威斯汀豪斯的臉上充滿好奇的神情。保羅終於引起了他的注意。
「我並不想責怪您?但是您現在非常需要一名律師?而我也需要您幫我完成我的工作。」
「非常好。」
「我的工作之一就是提出所有對您有利的辦法,特別是您此前並沒想到的一些辦法。」
威斯汀豪斯坐回椅子裡。保羅也說不出,到底是自己的巧舌,抑或只是無禮的態度,打動了他的客戶。
「我希望我們開始考慮庭外和解的可能性。」保羅建議。
「和解?」
「這樣做符合您的利益,也對您的產品最為有利。無論公平與否,我們所處的世界就是這樣。」
「你說的庭外和解具體是指什麼?」
「那不是我能斷言的,」保羅婉轉地說,「通過很多種不同的方法都能達成庭外和解。我們可以花些時間來判斷哪一種對您最有利。」
「比如?」
「比如合併,成為威斯汀豪斯—愛迪生電力公司。或者,可以稱之為美國電力公司;簡單一點,把你們兩個人的名字都拿掉。或者——這樣如何?籤一份專利使用許可協議,就像我們跟索耶和曼所做的那樣。你可以出售愛迪生公司生產的發電機,並付給他使用費,同時他也可以出售你生產的高階很多的電燈泡,並向你支付使用費。或者你們可以出售對方生產的燈泡以及對方生產的發電機,遵循相似的使用費方案,讓消費者去選擇他們要買誰家的產品。」
「我的產品更好。」威斯汀豪斯簡短而嚴肅的宣告似乎讓這場談話陷入僵局。
「好吧。」除此之外保羅還能說什麼呢?
「愛迪生的燈泡經常出故障,他的發電機的維修頻率甚至超過他的那些劣等電報機。你知道嗎,他的燈泡的使用壽命是我們的一半,而且亮度只有我們的四分之三,從任何方面來說都是次等品,可是人們還是一車一車地買。雖然他的產品設計很糟糕,但他的銷量是我的四倍。誰知道是為什麼?人們都看不出來嗎?愛迪生並沒有設計生產優質產品的耐心,更不用說技能和工藝了。愛迪生通用電氣公司生產了那麼多產品,廣泛程度前所未見,然而其中每一種,恕我直言,都是垃圾。它們是垃圾。愛迪生生產垃圾,還賣掉了那麼多垃圾,而且沒有人注意到它們全是垃圾。托馬斯·愛迪生髮明的是垃圾。我發明的才是燈泡。我把它變得完美,把它生產出來。它是全世界最好的產品,而且只會越來越好。」
保羅的客戶讓他想到的不是別人,正是愛迪生。這兩個人實在是太相似。他們都對自己擁有的才華信心百倍,同時也蔑視對方的能力。

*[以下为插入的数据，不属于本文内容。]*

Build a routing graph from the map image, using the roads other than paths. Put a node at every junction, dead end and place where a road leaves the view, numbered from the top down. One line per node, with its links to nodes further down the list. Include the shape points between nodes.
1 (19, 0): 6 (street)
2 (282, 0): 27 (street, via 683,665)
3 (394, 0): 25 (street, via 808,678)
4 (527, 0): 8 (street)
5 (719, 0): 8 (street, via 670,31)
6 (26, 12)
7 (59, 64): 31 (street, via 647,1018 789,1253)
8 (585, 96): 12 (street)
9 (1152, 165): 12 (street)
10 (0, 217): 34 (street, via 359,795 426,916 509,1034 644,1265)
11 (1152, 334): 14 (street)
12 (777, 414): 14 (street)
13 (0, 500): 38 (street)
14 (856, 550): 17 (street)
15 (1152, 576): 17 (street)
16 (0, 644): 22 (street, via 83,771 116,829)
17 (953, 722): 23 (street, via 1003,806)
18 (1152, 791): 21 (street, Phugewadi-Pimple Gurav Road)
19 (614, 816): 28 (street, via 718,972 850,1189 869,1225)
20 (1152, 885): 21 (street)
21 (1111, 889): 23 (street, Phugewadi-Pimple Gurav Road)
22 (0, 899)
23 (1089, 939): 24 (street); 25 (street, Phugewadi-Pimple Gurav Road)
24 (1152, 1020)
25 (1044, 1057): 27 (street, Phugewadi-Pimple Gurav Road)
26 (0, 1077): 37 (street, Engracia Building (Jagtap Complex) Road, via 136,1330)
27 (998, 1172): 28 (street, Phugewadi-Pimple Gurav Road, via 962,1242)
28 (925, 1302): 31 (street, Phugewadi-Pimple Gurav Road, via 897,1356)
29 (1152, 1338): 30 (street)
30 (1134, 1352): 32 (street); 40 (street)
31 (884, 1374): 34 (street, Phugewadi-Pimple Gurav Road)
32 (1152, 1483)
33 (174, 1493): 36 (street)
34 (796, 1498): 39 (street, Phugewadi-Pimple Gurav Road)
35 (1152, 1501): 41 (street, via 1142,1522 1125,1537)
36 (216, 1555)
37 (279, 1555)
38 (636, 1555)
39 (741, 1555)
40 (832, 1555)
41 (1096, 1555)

威斯汀豪斯的自負程度絲毫不亞於他的對手。保羅明白,自己的首要任務並不是跟愛迪生談判,而是要跟自己的客戶談判。
「我知道,先生,」保羅說,「但是,如果這樣做會導致您的公司破產,那麼您就算做到了最好,又能從中得到什麼?您在經營一家公司,它是全國規模最大的公司之一。眼下這家公司的未來正面臨著非常多的變數,您還有選擇的餘地。確保您認識到這一點是我的職責所在。」
威斯汀豪斯的炭色外套就掛在門邊。他沒看保羅,徑直走過去,從內襯口袋裡掏出來一張疊好的紙。他的動作小心翼翼,好像那張紙比他的機器還金貴,他把紙拿回來,交給保羅。
「六個月之前,」威斯汀豪斯說,「我給愛迪生寫了封信,那是在你加入我們之前。我向他提出的就是這樣的一個‘和解’建議。對於我們之間這次如《聖經》裡大衛對抗巨人歌利亞般實力懸殊的較量,我沒有任何不切實際的幻想。我知道我們的勝算微乎其微。每個人都同情弱者,但是那並不代表處於弱勢的人能成為很好的投資物件。所以我寫了封信,我希望尋求和解。這是他的回覆。」